Taking A Contracyclical Step In A Down Market

Editor: You have recently joined Lowenstein Sandler to chair its Real Estate practice group along with four other real estate attorneys. With the economic downturn hitting particularly hard in real estate and real estate finance, most firms are shedding real estate attorneys. Why is Lowenstein Sandler adding real estate lawyers in this environment?

Hunter: One of the things I learned about Lowenstein when I joined a few months ago is that the firm has an excellent history of making bold and strategic acquisitions. Awhile back the firm built up its bankruptcy department during an economic boom period, when no one was thinking about growing a bankruptcy practice group. That move has proved to be visionary as Lowenstein's bankruptcy group is now nationally ranked as one of the premiere practices in the country, especially in representing unsecured creditors. With real estate, as with some other transactional practices, business is always cyclical. When I began meeting with the leaders of the firm, including Gary Wingens, the managing director, it was made very clear to me that expanding the firm's real estate capabilities was one of Lowenstein's most important strategic objectives. The firm has made a long-term commitment to being a player in the real estate legal services marketplace.

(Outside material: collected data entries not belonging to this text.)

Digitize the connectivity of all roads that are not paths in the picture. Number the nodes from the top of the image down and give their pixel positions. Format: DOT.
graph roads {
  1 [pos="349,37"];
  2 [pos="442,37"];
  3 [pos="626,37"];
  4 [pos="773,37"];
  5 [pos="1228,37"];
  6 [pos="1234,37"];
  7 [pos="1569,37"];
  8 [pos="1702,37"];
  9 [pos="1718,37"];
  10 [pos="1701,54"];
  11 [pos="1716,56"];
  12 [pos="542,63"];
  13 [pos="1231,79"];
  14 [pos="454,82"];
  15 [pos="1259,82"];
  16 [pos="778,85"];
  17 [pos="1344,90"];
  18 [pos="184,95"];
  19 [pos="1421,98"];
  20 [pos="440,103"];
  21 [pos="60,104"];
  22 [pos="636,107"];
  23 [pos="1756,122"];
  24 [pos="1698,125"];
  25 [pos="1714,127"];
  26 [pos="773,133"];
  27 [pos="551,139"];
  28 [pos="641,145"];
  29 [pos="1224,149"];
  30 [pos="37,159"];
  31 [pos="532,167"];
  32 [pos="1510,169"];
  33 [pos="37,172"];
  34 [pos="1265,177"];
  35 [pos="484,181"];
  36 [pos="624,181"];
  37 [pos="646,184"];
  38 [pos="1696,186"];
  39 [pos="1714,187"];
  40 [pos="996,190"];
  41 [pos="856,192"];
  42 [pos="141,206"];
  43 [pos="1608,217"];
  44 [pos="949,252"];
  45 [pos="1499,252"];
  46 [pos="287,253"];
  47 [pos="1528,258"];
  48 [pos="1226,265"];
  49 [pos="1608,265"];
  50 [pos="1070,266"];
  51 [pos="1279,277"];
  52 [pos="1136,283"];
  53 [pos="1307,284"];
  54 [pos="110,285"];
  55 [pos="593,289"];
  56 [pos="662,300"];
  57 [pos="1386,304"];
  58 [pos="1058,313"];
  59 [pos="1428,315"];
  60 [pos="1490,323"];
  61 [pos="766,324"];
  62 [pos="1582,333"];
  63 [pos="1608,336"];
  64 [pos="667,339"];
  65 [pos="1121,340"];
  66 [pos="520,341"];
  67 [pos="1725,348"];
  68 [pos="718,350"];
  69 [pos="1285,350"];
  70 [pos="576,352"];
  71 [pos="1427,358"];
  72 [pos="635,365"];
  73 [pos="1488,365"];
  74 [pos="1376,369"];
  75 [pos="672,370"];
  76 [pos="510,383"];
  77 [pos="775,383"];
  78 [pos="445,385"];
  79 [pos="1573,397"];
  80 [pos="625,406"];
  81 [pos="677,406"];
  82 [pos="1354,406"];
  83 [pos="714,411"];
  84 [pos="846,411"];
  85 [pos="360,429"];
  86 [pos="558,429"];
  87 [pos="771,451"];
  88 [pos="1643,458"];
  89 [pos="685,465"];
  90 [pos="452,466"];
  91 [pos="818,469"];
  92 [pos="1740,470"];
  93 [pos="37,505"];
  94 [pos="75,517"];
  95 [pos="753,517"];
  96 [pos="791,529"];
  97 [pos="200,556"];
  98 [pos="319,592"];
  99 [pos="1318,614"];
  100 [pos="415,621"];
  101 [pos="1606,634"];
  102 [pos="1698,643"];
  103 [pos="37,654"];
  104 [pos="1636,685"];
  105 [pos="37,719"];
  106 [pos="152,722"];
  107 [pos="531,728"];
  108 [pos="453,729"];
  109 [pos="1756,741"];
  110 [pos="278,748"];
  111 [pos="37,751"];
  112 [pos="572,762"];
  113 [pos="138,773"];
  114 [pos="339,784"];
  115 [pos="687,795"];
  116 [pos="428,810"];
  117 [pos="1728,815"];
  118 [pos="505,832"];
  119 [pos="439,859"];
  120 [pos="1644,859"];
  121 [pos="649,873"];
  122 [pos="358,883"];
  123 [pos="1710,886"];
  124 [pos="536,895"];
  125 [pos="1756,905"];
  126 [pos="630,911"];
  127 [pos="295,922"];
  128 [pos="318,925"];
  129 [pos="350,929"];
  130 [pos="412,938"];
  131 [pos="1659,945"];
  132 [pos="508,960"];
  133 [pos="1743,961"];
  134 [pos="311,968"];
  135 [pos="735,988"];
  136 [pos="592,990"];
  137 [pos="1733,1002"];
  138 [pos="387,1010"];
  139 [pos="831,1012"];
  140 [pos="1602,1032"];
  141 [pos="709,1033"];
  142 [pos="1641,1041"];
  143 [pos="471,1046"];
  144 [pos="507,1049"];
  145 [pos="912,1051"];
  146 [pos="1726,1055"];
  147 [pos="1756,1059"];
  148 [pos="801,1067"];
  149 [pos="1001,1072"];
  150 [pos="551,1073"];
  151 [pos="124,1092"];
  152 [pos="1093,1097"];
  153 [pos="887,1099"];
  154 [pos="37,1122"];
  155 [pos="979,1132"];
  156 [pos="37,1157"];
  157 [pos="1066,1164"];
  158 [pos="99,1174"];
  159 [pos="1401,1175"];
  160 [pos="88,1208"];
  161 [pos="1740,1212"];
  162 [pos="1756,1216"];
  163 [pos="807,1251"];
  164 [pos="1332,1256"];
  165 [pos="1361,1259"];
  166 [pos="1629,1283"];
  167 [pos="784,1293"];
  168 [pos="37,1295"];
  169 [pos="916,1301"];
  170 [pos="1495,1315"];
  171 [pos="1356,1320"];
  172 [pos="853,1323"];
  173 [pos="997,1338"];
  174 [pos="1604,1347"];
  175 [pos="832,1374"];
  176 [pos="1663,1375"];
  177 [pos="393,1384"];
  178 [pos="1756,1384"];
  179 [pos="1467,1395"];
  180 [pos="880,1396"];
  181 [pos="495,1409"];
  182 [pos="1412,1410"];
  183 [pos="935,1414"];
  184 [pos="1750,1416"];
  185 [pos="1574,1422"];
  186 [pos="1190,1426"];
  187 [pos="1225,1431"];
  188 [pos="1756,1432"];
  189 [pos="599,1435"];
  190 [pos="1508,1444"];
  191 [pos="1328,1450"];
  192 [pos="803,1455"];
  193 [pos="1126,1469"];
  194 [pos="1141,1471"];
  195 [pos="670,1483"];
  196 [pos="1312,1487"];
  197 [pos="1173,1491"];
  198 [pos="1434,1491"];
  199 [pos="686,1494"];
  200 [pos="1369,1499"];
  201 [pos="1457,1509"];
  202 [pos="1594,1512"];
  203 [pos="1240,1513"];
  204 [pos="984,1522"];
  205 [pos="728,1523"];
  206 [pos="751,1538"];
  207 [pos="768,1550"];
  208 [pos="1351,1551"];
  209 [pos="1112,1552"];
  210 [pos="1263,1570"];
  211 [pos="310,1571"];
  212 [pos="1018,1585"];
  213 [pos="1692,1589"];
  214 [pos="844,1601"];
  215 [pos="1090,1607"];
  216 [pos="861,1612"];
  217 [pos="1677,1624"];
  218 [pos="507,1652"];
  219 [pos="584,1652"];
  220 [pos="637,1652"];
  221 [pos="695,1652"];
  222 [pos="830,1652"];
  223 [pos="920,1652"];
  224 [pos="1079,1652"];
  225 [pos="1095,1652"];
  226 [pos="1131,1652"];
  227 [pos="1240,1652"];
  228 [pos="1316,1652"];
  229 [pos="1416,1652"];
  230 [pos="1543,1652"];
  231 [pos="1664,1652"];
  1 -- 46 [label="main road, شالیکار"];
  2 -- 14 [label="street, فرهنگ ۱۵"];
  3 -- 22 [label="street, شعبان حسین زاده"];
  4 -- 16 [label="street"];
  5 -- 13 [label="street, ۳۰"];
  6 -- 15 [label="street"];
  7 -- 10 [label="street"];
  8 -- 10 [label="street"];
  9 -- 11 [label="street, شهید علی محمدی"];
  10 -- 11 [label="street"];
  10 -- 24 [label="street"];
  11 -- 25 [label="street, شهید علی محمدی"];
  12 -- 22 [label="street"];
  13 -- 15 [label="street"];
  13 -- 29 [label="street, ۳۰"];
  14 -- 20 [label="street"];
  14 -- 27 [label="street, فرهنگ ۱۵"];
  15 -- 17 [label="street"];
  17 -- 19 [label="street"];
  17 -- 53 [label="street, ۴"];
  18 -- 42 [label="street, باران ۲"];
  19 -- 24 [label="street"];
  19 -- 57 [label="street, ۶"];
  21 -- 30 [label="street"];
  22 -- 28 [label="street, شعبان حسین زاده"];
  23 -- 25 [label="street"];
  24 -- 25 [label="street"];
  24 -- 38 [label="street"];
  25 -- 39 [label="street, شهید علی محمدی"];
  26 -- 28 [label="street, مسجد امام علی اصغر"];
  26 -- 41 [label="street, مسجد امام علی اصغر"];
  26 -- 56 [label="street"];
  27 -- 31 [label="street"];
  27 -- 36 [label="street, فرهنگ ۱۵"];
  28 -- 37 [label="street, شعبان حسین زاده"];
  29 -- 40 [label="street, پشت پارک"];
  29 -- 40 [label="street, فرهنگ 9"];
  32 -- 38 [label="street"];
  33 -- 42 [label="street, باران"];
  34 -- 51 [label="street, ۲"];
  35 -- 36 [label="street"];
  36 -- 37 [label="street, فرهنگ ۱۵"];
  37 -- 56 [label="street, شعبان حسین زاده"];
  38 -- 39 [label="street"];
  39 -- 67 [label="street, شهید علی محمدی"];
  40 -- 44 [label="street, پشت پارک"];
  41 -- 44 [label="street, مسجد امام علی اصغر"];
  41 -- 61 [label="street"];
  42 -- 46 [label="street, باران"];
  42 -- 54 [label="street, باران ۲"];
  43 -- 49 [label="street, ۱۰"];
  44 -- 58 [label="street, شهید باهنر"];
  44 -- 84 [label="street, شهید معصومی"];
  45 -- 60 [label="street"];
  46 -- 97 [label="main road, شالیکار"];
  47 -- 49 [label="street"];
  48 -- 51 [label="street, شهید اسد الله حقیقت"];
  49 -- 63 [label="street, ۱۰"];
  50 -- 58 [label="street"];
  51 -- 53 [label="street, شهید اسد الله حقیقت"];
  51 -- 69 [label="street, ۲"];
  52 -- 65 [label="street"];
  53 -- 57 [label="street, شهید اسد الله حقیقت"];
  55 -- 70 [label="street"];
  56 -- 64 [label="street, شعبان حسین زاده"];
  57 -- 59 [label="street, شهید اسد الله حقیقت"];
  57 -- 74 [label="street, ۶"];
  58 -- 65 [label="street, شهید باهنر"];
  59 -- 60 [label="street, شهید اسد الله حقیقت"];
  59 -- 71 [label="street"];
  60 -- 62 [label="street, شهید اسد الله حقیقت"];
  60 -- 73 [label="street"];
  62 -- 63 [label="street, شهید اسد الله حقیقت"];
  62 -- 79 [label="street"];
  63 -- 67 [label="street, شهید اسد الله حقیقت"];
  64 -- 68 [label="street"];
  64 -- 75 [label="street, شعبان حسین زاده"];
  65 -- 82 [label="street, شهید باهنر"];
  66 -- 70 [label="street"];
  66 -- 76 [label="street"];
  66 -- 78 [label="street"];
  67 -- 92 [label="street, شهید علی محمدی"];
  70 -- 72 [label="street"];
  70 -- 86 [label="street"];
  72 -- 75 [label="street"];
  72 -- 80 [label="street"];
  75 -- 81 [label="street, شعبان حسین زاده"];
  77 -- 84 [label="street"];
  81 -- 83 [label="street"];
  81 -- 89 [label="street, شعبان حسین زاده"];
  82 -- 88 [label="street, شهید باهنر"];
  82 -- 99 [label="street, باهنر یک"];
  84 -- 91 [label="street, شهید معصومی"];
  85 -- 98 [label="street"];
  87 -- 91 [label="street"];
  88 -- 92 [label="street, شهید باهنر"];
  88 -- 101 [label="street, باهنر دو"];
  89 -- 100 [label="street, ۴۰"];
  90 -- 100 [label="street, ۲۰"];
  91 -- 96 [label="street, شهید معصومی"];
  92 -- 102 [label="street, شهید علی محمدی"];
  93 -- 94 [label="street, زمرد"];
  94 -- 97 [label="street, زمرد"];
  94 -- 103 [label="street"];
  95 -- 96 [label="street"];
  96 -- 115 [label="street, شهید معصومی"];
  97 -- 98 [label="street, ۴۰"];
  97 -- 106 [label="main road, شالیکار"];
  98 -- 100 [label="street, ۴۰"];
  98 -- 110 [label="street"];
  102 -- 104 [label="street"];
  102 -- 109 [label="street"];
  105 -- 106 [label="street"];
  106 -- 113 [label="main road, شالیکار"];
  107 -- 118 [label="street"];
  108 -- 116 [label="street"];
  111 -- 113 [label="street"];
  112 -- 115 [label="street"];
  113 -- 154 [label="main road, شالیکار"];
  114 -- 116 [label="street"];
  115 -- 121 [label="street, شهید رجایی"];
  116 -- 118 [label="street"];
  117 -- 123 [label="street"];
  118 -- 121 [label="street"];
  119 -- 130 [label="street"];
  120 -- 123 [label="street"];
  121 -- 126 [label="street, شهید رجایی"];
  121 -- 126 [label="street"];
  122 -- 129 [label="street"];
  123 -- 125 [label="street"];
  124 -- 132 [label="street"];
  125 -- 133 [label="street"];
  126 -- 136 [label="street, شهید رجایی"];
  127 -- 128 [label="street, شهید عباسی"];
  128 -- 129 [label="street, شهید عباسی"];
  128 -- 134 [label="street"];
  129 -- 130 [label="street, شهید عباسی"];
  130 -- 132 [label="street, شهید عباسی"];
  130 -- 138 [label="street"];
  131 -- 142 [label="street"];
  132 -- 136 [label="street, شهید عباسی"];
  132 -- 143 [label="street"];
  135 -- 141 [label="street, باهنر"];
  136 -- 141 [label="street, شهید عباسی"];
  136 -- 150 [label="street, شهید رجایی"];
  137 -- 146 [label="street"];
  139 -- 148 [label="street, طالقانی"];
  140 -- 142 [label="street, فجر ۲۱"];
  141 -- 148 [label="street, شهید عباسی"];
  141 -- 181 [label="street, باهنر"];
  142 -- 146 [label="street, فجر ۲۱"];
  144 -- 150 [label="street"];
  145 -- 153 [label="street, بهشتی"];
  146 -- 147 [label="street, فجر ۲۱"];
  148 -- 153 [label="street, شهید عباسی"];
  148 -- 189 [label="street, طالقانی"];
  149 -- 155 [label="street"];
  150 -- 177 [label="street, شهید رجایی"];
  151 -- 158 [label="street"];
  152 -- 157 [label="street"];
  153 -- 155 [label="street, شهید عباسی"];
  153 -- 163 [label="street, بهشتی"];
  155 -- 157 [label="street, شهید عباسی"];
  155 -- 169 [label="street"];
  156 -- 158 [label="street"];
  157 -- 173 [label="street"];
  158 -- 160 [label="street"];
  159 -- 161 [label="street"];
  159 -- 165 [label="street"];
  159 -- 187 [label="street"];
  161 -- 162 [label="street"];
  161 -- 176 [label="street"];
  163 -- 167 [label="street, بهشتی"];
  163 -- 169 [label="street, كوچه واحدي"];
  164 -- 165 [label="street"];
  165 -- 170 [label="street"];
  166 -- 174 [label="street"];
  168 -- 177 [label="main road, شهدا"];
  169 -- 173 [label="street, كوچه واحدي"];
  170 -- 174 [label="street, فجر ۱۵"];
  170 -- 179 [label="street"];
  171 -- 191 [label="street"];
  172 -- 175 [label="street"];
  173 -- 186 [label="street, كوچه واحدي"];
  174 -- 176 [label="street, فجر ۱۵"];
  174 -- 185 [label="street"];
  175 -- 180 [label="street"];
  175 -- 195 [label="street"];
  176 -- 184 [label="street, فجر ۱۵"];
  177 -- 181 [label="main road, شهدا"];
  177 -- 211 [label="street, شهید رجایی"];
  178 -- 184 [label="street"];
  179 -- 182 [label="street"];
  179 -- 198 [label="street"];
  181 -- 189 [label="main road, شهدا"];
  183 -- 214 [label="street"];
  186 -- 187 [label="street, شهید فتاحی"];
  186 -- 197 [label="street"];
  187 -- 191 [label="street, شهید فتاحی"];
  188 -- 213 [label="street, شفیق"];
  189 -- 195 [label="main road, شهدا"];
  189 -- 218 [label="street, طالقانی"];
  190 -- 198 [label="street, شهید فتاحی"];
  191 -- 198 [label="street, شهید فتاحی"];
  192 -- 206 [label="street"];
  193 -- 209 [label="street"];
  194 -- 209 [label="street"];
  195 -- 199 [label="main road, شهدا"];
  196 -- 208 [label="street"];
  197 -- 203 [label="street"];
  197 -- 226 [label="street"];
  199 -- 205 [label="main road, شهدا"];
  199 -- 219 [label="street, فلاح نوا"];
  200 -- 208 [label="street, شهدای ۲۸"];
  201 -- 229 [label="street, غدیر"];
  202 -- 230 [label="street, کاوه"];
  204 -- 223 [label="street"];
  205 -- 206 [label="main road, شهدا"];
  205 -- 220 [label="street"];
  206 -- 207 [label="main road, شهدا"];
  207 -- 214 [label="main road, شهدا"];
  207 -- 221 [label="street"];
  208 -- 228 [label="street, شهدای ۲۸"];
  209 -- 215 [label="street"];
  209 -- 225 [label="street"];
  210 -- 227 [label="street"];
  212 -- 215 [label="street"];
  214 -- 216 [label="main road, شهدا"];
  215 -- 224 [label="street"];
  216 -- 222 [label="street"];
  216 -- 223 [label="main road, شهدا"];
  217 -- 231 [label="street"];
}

Another reason to grow its real estate practice at this time is that the firm was able to attract some very talented people - a former general counsel of a major real estate investment firm, a former senior in-house attorney of one of Wall Street's most active commercial lending shops and two other attorneys from other well-respected law firms with significant leasing, acquisition and finance experience. These new attorneys are really the right complement to Lowenstein's existing stable of talented real estate professionals. Our overall team is well balanced, with expertise not only in the New York and New Jersey markets where the firm's two largest offices are, but also in transactions on a national scale. Lowenstein's clients include many significant private equity funds and national and international corporations and financial institutions, most of whom have survived the consolidations and tumult of the last few weeks. Our clients have an appetite for the sophisticated real estate services our expanded group can offer.

Editor: Are you seeing opportunities in the market?

Hunter: We are, however, the landscape is bleak in some sectors. Obviously the liquidity crunch and stock market crash have put a damper on many deals that would have otherwise been in the pipeline, but the investors in distressed properties are actively looking for opportunities. What we see a good deal of is investors waiting for the values to hit bottom. It seems that prices have not yet caught up to the depths that the market has reached. We get calls daily from investors who want to set up distressed real estate investment funds, who are out there in the marketplace looking at opportunities for buying both equity or distressed debt. There are also opportunities for us to counsel clients who are either involved in work-outs of defaulted loans or in projects which are now under water. We created a task force with our bankruptcy group to advise our clients how to restructure their debt and joint ventures that are in or are headed for trouble. One of the things we're seeing in the bankruptcy world as it's being impacted by the capital market crisis is there's no debtor-in-possession ("DIP") financing available once a debtor files for Chapter 11. The absence of DIP financing means that if an entity files for bankruptcy, unless there is a white knight at the ready to provide liquidity, you're not talking about a restructuring - you're headed for a liquidation and dissolution. That gives the debtor (or the soon-to-be debtor who hasn't yet filed) leverage in a negotiation during a workout that he wouldn't otherwise have if DIP financing were available. Because lenders may face so many distressed loans, rather than take the assets onto their own books, they seem more willing to work with borrowers to help them weather the storm.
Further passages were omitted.